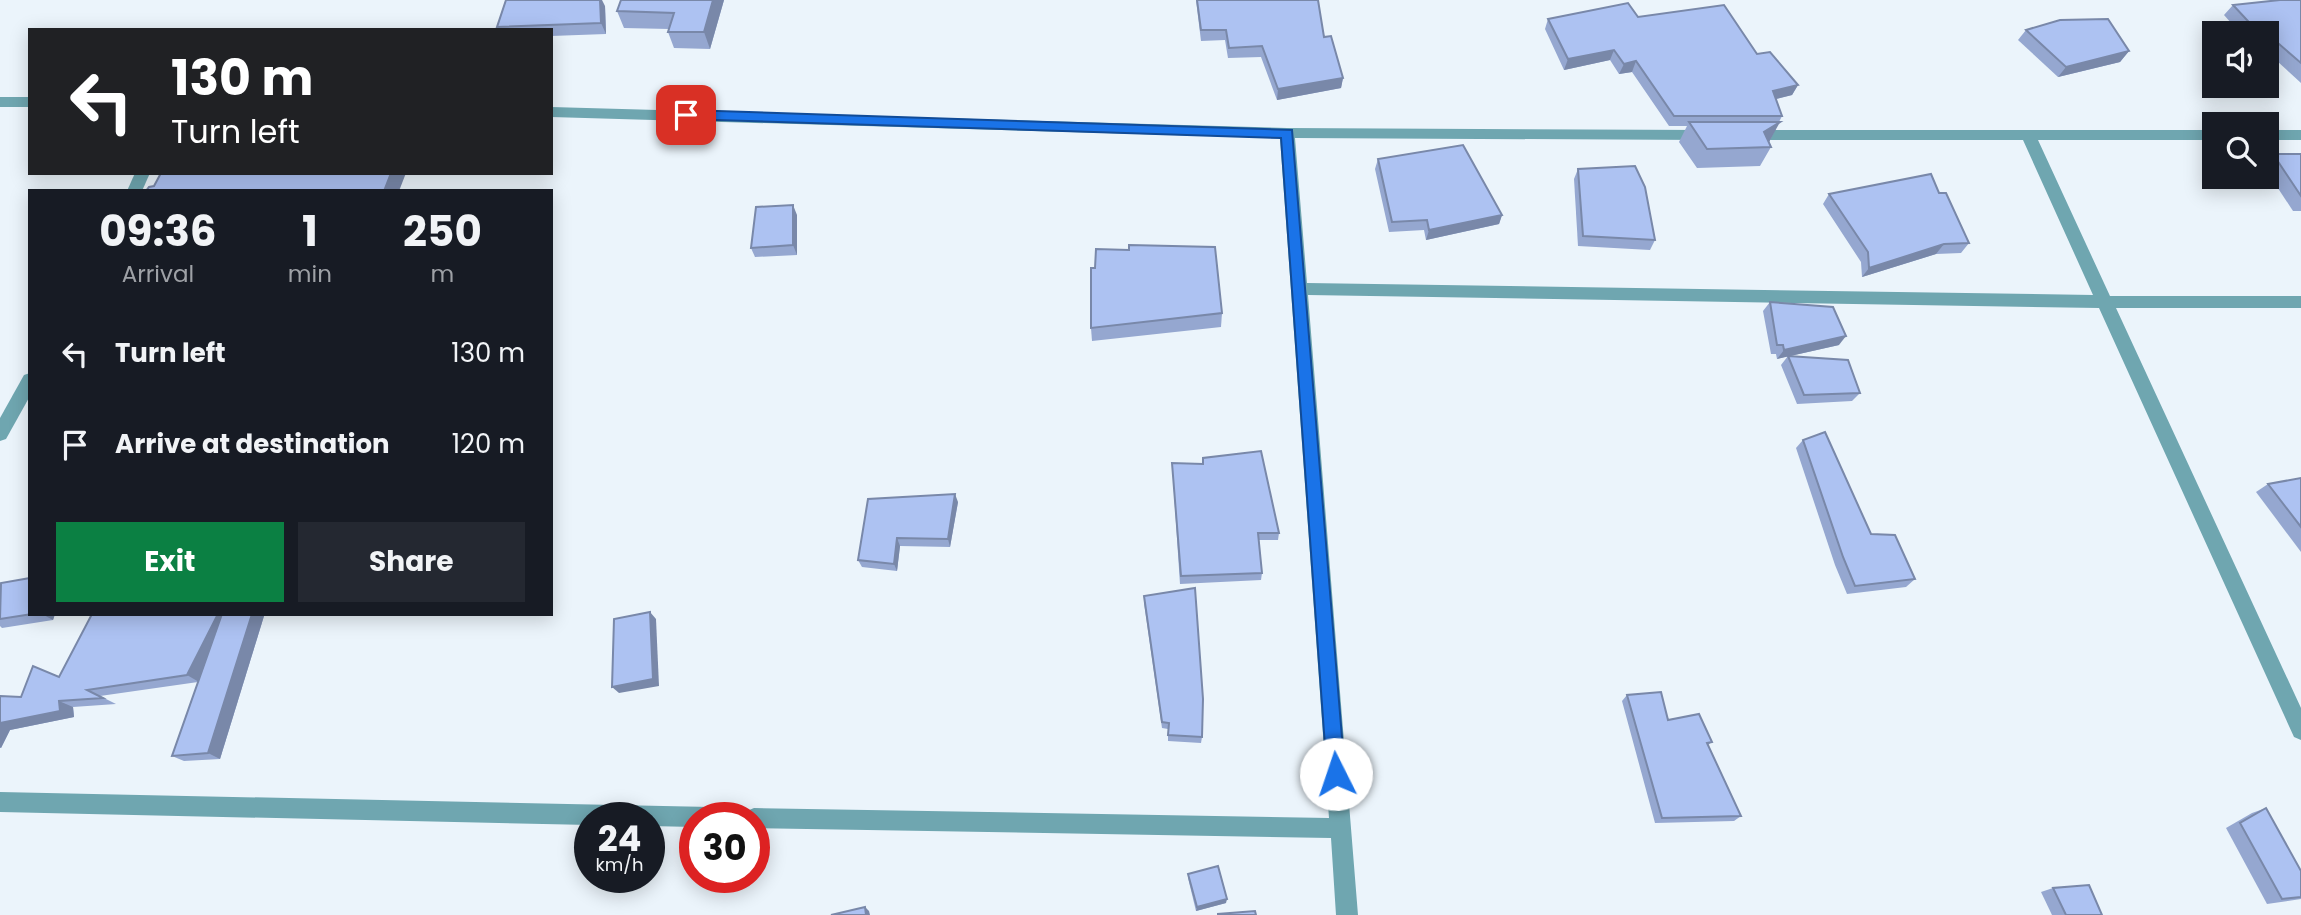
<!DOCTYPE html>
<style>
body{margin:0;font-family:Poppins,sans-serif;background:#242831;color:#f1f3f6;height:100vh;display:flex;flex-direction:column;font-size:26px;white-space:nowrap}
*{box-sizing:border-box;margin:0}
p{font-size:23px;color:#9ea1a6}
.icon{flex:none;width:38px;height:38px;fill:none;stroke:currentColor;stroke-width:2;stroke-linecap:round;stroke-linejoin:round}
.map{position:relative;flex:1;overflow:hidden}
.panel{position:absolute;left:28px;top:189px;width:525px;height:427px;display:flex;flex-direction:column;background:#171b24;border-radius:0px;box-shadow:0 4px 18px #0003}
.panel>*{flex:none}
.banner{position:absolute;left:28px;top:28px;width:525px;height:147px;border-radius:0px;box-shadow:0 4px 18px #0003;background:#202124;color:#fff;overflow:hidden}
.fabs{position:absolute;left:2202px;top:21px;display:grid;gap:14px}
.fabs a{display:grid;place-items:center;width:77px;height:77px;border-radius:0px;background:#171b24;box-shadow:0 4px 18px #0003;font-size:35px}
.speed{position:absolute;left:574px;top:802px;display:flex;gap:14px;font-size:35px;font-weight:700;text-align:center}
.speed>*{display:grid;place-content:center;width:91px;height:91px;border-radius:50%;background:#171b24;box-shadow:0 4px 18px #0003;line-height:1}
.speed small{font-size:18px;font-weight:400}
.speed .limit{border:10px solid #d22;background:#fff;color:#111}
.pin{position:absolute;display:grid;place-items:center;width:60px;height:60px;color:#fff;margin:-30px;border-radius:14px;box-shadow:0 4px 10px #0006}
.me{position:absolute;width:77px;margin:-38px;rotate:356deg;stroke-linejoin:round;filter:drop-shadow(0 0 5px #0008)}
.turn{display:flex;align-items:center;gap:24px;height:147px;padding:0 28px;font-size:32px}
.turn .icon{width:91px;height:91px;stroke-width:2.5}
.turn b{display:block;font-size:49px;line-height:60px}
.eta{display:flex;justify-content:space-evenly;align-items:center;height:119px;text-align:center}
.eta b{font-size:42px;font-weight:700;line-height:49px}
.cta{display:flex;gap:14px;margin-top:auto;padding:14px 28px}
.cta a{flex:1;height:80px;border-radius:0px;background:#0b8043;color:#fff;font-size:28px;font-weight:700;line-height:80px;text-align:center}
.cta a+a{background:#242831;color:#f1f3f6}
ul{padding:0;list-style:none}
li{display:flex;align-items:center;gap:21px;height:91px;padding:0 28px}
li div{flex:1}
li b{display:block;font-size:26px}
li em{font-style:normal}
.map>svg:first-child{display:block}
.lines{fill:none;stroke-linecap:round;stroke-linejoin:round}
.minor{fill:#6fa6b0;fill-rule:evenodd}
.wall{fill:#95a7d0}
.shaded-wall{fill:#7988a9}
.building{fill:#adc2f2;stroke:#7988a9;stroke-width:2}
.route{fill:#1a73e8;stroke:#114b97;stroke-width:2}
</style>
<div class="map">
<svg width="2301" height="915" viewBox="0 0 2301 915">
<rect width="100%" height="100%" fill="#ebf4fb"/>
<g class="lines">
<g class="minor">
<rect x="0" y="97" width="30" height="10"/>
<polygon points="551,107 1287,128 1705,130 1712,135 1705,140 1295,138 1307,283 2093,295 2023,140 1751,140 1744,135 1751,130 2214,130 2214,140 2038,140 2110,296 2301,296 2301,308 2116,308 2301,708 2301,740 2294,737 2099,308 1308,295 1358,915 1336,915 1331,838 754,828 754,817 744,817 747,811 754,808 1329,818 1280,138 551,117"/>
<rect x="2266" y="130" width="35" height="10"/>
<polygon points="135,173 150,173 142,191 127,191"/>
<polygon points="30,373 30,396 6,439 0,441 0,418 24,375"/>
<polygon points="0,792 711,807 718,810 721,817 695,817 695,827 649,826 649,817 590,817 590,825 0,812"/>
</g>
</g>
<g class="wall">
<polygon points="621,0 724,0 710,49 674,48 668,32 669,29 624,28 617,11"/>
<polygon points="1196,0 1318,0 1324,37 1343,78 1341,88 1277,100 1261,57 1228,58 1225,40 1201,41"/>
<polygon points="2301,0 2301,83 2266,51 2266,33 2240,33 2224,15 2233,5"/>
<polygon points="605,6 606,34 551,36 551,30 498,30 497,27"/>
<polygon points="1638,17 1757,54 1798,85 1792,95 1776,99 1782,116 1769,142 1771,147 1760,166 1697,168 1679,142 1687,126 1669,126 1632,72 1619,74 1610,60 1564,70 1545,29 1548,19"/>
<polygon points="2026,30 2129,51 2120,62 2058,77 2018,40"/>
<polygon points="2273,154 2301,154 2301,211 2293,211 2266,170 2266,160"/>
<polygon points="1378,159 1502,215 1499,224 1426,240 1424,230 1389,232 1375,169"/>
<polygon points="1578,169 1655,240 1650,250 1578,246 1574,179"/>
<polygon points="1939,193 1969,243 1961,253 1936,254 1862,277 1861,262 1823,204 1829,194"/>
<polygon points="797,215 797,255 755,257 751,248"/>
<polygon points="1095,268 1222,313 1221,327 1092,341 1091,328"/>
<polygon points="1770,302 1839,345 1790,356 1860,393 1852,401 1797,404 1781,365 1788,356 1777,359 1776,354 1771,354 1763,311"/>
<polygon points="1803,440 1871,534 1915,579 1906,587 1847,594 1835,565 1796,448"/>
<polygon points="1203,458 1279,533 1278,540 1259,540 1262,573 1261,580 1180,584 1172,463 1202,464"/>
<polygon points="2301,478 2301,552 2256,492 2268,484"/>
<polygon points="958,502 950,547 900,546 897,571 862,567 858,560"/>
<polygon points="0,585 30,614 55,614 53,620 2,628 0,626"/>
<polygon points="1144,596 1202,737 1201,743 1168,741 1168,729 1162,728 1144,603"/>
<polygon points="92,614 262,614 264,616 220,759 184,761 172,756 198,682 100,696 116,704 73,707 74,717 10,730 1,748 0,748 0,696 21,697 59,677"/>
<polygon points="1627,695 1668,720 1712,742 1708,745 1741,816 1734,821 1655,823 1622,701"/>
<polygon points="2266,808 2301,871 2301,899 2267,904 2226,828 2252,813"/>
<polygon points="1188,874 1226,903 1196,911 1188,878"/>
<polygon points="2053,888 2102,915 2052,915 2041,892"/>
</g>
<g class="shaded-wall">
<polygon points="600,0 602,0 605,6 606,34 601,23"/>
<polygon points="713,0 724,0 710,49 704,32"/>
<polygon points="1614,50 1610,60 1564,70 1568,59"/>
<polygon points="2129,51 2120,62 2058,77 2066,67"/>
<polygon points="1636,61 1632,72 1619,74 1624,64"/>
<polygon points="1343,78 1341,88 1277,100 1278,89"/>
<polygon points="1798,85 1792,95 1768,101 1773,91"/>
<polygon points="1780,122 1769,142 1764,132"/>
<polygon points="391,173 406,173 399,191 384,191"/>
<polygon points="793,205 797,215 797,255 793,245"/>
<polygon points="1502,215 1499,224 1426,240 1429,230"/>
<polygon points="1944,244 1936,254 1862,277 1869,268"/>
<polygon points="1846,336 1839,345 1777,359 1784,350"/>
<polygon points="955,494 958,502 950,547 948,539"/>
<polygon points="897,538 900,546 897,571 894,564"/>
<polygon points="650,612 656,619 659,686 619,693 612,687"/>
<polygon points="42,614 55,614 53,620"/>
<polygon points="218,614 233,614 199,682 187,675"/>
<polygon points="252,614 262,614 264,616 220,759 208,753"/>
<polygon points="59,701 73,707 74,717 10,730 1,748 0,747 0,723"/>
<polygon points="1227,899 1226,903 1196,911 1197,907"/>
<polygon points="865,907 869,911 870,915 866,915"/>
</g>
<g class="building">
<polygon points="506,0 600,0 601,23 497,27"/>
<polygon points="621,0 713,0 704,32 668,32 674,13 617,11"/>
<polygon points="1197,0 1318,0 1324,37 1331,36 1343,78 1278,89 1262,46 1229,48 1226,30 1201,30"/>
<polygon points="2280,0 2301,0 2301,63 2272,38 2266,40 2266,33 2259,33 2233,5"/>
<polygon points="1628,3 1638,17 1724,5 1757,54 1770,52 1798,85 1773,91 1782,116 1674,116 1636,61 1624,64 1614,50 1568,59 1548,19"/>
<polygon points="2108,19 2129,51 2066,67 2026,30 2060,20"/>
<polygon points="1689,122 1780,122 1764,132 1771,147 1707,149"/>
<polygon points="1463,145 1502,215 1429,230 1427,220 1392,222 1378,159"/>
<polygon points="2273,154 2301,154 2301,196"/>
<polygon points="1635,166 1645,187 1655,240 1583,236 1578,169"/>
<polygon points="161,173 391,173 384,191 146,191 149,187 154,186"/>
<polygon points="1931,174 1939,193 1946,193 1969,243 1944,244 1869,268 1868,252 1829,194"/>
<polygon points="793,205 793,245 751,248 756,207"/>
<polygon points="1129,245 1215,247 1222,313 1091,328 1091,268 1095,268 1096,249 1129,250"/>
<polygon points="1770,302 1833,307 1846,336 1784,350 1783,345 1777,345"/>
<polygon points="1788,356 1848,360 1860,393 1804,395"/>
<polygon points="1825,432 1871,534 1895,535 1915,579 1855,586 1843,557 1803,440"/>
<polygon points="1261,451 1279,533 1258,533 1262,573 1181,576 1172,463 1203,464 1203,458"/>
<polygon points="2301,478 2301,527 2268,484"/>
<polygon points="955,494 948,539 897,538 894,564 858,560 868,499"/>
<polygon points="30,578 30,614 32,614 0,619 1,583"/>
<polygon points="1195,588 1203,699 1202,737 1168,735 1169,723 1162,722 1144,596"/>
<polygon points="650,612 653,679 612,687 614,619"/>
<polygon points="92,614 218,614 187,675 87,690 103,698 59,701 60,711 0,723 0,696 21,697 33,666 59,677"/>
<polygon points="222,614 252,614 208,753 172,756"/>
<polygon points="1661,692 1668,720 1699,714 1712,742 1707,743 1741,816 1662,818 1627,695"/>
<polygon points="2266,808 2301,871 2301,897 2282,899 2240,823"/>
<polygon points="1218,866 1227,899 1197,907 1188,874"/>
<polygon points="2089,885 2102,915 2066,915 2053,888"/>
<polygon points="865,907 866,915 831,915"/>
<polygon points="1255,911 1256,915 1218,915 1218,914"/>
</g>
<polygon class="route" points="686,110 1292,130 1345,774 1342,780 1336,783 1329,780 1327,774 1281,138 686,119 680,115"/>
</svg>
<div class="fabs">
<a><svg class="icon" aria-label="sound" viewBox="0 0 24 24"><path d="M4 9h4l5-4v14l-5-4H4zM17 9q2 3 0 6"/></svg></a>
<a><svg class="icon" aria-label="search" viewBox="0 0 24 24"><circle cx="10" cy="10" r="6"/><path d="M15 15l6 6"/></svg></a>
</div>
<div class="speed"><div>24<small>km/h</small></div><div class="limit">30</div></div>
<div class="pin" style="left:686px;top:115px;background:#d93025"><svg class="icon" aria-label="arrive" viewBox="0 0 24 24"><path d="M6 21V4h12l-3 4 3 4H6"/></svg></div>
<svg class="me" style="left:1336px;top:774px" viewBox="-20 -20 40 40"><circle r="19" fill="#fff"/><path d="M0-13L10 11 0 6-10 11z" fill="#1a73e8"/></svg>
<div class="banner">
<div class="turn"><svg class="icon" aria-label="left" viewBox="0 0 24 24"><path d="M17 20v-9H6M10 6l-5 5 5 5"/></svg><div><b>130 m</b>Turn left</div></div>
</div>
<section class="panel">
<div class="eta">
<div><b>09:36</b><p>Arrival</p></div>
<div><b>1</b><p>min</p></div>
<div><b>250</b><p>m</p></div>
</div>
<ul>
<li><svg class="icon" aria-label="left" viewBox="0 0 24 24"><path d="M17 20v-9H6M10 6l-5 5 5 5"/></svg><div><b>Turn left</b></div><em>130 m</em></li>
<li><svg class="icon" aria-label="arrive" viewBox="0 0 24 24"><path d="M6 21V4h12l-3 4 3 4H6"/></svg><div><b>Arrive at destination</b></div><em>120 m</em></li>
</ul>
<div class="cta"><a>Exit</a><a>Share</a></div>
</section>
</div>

## Exercise aim
Your answer must be the number of lines above that contain the word "small", stated alone.

## Response to the task
2